• [Material for this task]:
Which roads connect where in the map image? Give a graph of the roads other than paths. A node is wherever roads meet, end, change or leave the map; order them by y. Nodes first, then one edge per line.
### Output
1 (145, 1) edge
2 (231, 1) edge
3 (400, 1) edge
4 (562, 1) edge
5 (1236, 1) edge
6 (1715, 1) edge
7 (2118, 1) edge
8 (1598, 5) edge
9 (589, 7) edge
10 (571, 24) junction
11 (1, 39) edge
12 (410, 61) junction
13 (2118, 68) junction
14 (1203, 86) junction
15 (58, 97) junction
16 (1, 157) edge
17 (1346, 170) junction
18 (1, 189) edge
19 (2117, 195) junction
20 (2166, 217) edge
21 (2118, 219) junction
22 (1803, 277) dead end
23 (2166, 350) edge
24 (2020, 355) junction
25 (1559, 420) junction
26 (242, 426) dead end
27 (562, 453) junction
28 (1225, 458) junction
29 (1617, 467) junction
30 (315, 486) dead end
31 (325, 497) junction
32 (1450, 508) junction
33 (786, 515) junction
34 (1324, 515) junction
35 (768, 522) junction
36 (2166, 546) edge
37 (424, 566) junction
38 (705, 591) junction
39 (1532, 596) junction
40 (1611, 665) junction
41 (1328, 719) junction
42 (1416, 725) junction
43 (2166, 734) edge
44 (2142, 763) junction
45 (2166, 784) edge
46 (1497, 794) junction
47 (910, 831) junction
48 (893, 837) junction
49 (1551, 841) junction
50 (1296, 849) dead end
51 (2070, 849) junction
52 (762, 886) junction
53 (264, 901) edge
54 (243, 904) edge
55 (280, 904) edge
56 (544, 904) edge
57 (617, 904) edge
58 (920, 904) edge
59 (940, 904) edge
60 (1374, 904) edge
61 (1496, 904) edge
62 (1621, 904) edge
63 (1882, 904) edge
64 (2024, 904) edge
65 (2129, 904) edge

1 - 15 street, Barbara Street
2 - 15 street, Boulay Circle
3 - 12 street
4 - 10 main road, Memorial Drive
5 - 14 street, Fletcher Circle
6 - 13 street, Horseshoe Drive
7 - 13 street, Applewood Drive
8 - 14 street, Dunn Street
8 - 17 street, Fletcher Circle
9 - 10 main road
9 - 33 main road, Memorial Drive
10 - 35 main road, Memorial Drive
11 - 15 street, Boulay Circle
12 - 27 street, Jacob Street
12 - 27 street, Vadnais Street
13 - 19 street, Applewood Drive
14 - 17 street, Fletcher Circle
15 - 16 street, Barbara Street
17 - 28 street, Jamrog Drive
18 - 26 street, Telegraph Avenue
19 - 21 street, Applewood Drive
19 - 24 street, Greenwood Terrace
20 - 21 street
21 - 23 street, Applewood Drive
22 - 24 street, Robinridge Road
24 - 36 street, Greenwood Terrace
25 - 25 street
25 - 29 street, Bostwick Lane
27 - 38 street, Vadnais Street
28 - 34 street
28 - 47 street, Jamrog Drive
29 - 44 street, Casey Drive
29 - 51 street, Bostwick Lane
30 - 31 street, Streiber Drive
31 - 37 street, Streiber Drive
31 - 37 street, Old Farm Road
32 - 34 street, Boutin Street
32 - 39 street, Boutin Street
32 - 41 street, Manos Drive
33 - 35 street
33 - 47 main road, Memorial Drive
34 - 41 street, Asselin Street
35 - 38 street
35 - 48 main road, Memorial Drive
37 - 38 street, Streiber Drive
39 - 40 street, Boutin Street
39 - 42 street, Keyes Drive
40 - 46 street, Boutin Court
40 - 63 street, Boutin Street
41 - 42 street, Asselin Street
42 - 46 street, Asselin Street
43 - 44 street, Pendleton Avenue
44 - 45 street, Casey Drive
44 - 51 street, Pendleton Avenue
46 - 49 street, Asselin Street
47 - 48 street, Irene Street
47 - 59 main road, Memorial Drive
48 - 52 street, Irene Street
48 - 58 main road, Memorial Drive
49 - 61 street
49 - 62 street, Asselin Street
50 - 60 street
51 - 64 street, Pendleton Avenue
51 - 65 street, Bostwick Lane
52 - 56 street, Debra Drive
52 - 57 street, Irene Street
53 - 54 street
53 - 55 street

• [Instructions for the task]: For each line above that holds the string "Lane", provide a copy of that line.

• [Finished exercise]:
25 - 29 street, Bostwick Lane
29 - 51 street, Bostwick Lane
51 - 65 street, Bostwick Lane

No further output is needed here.